# What is expected
Using the data below, gather each line that includes the word "path".

# Data for this exercise
=== Begin Enclosure ===

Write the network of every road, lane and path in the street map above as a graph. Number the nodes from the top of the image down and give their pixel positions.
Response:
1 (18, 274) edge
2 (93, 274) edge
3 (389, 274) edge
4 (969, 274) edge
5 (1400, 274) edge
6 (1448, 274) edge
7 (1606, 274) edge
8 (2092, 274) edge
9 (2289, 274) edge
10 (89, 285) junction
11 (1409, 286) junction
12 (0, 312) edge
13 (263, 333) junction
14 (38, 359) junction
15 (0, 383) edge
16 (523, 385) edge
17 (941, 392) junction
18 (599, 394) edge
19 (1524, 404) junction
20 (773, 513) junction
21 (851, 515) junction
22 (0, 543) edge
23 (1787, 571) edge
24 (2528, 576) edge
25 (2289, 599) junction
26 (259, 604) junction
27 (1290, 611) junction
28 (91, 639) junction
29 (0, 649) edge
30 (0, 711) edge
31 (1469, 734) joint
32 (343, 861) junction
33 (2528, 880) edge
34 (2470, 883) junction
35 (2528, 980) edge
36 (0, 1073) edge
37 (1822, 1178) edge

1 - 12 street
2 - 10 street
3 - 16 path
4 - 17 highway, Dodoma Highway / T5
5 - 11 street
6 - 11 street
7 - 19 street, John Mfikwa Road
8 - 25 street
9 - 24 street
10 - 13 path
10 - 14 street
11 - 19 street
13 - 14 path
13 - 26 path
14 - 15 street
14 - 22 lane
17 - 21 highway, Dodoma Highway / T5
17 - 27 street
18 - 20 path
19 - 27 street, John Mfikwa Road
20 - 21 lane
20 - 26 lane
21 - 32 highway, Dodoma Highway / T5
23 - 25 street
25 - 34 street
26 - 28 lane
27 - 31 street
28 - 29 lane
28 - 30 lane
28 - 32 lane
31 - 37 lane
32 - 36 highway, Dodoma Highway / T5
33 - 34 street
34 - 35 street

=== End Enclosure ===

# Exercise output
Write the network of every road, lane and path in the street map above as a graph. Number the nodes from the top of the image down and give their pixel positions.
3 - 16 path
10 - 13 path
13 - 14 path
13 - 26 path
18 - 20 path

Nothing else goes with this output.